Information Security Regulations
HIPAA (Health Insurance Portability and Accountability Act)
Regulates the use and disclosure of protected health information (PHI) by covered entities like healthcare providers, health plans, and healthcare clearinghouses.
Requires implementation of administrative, physical, and technical safeguards to ensure confidentiality, integrity, and availability of PHI.
Breach notification rules require notifying affected individuals of breaches of unsecured PHI.
CI DSS (Payment Card Industry Data Security Standard)
Mandates 12 requirements for enhancing payment data security, including firewalls, encryption, access controls, vulnerability management etc.
Applies to all entities involved in payment card processing, including merchants, processors, acquirers, issuers and service providers.
Requires annual on-site audits and quarterly network scans by an Approved Scanning Vendor.
GDPR (General Data Protection Regulation)
Comprehensive data protection regulation governing the collection, use, and transfer of personal data of EU residents.
Requires implementing data protection principles like purpose limitation, data minimization, storage limits etc.
Mandates breach notification within 72 hours, privacy impact assessments, and appointing a Data Protection Officer.
GLBA (Gramm-Leach-Bliley Act)
Regulates the collection, safeguarding and use of customer records and information by financial institutions.
Requires disclosure of privacy policies and practices related to sharing non-public personal information.
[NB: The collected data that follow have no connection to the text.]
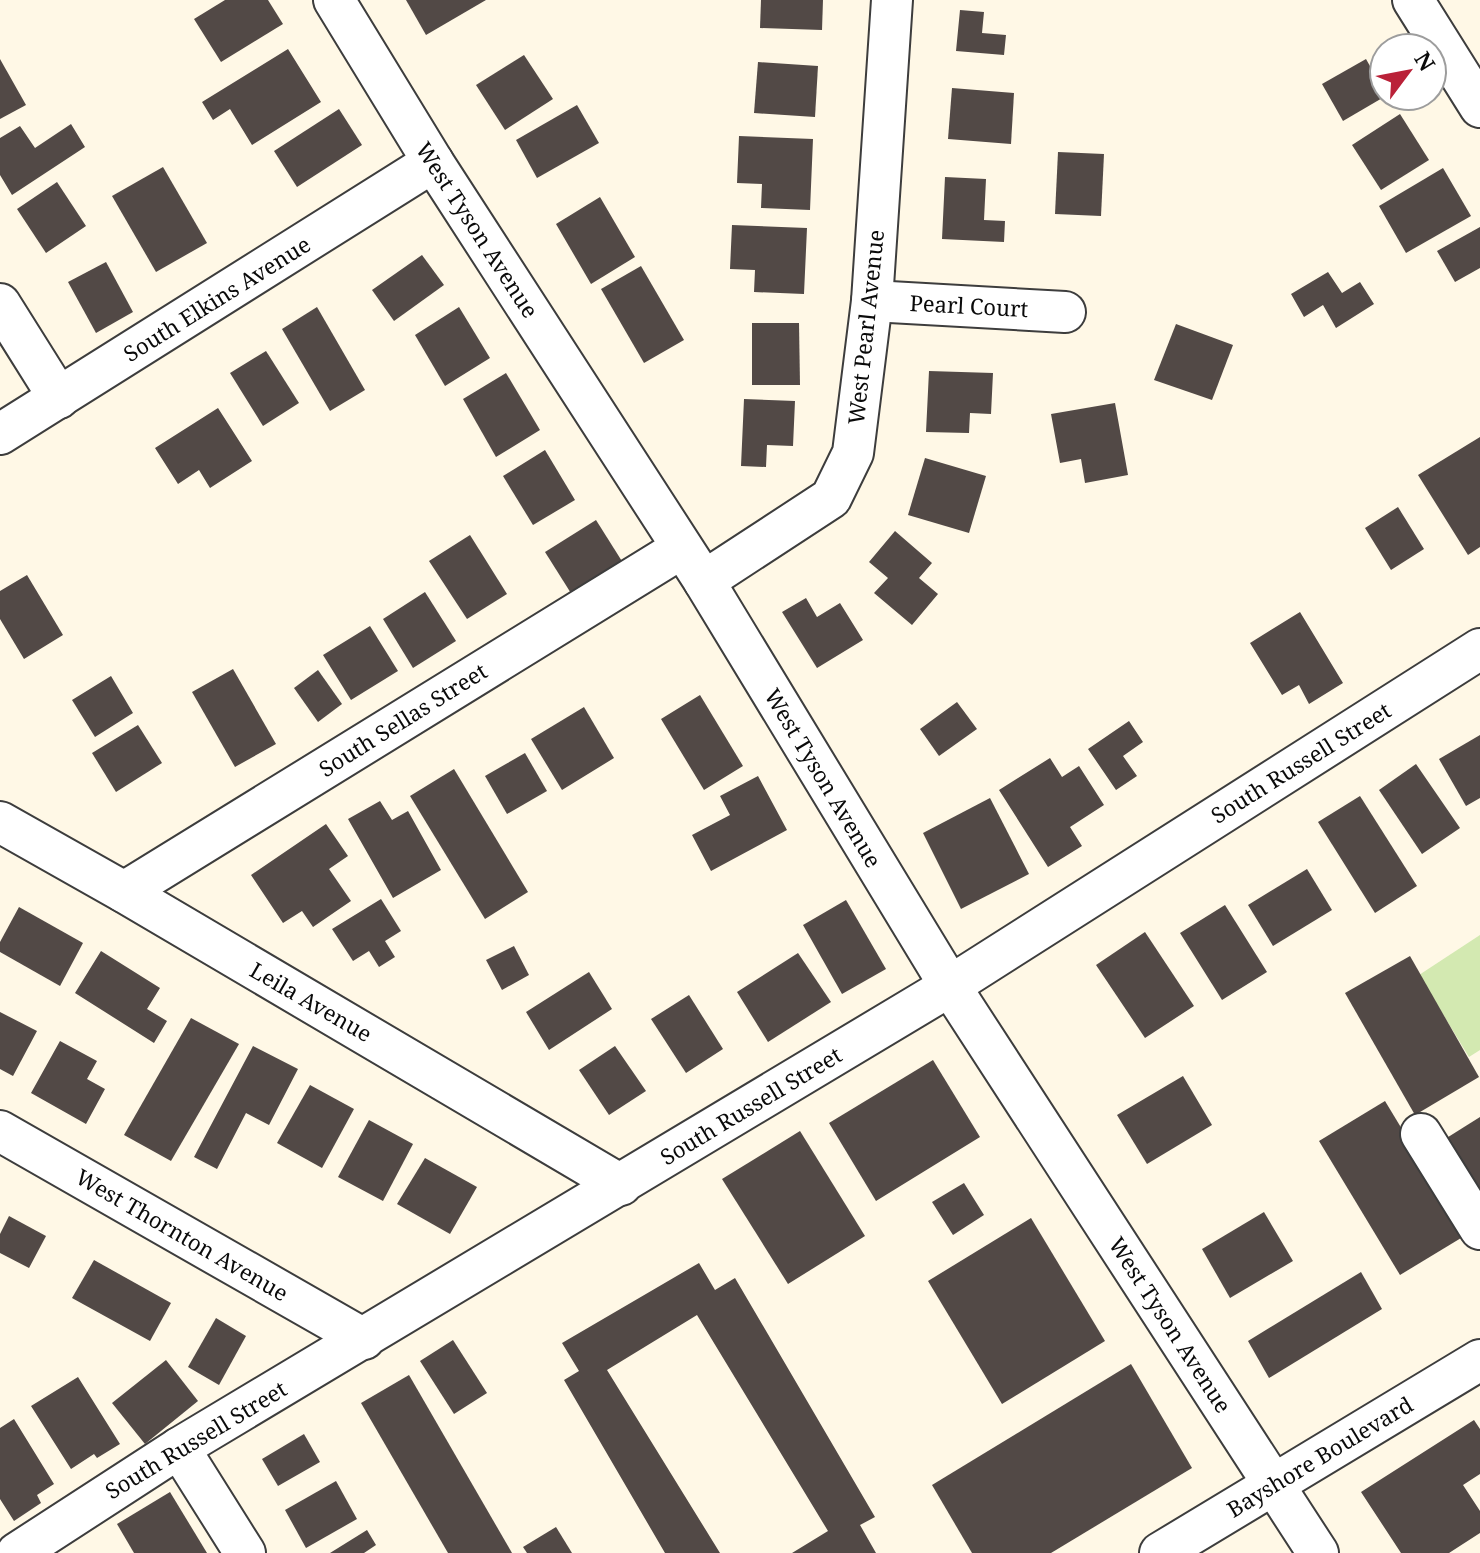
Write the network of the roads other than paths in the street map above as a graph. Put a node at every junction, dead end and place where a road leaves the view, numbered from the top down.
1 (334, 0) edge
2 (892, 0) edge
3 (1413, 0) edge
4 (1480, 107) edge
5 (433, 162) junction
6 (872, 301) junction
7 (0, 304) edge
8 (1065, 312) dead end
9 (59, 398) junction
10 (0, 434) edge
11 (682, 548) junction
12 (704, 581) junction
13 (1480, 649) edge
14 (0, 822) edge
15 (124, 892) junction
16 (950, 986) junction
17 (0, 1131) edge
18 (1421, 1134) dead end
19 (621, 1185) junction
20 (1480, 1229) edge
21 (364, 1339) junction
22 (1480, 1360) edge
23 (179, 1448) junction
24 (1274, 1485) junction
25 (17, 1553) edge
26 (245, 1553) edge
27 (1160, 1553) edge
28 (1318, 1553) edge

1 - 5 street, West Tyson Avenue
2 - 6 street, West Pearl Avenue
3 - 4 street
5 - 9 street, South Elkins Avenue
5 - 11 street, West Tyson Avenue
6 - 8 street, Pearl Court
6 - 12 street, West Pearl Avenue
7 - 9 street
9 - 10 street, South Elkins Avenue
11 - 12 street, West Tyson Avenue
11 - 15 street, South Sellas Street
12 - 16 street, West Tyson Avenue
13 - 16 street, South Russell Street
14 - 15 street, Leila Avenue
15 - 19 street, Leila Avenue
16 - 19 street, South Russell Street
16 - 24 street, West Tyson Avenue
17 - 21 street, West Thornton Avenue
18 - 20 street
19 - 21 street, South Russell Street
21 - 23 street, South Russell Street
22 - 24 street, Bayshore Boulevard
23 - 25 street, South Russell Street
23 - 26 street
24 - 27 street, Bayshore Boulevard
24 - 28 street, West Tyson Avenue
Mandates establishing administrative, technical and physical safeguards to protect customer information.
CCPA (California Consumer Privacy Act) ( privacy in the US is one of my favorite topics. I may geek out and write several pages on this)
Gives California residents rights over their personal information, including right to access, delete and opt-out of sale of their data.
Requires businesses to disclose data collection and sharing practices and honor opt-out requests.
Applies to for-profit entities doing business in California that meet certain revenue or data collection thresholds.
FISMA (Federal Information Security Modernization Act)
Requires federal agencies to develop, document, and implement information security programs.
Mandates performing periodic risk assessments and testing security controls.
Agencies must report annually on compliance toCongress.
Complying with these and other regulations requires implementing robust information security policies, procedures, access controls, risk assessments, training and auditing practices.
Please keep in mind this is a baseline for all regulations. What is extremely interesting is how many companies view compliance as the top level of security. I am well aware that each company requires a tailored approach to their security implementation, and there is no one glove fits all. However, it does always make me extremely curious why the articles do not become more stringent in the baseline and verify articles in the incorporated subsections of the regulation for the most common big industries.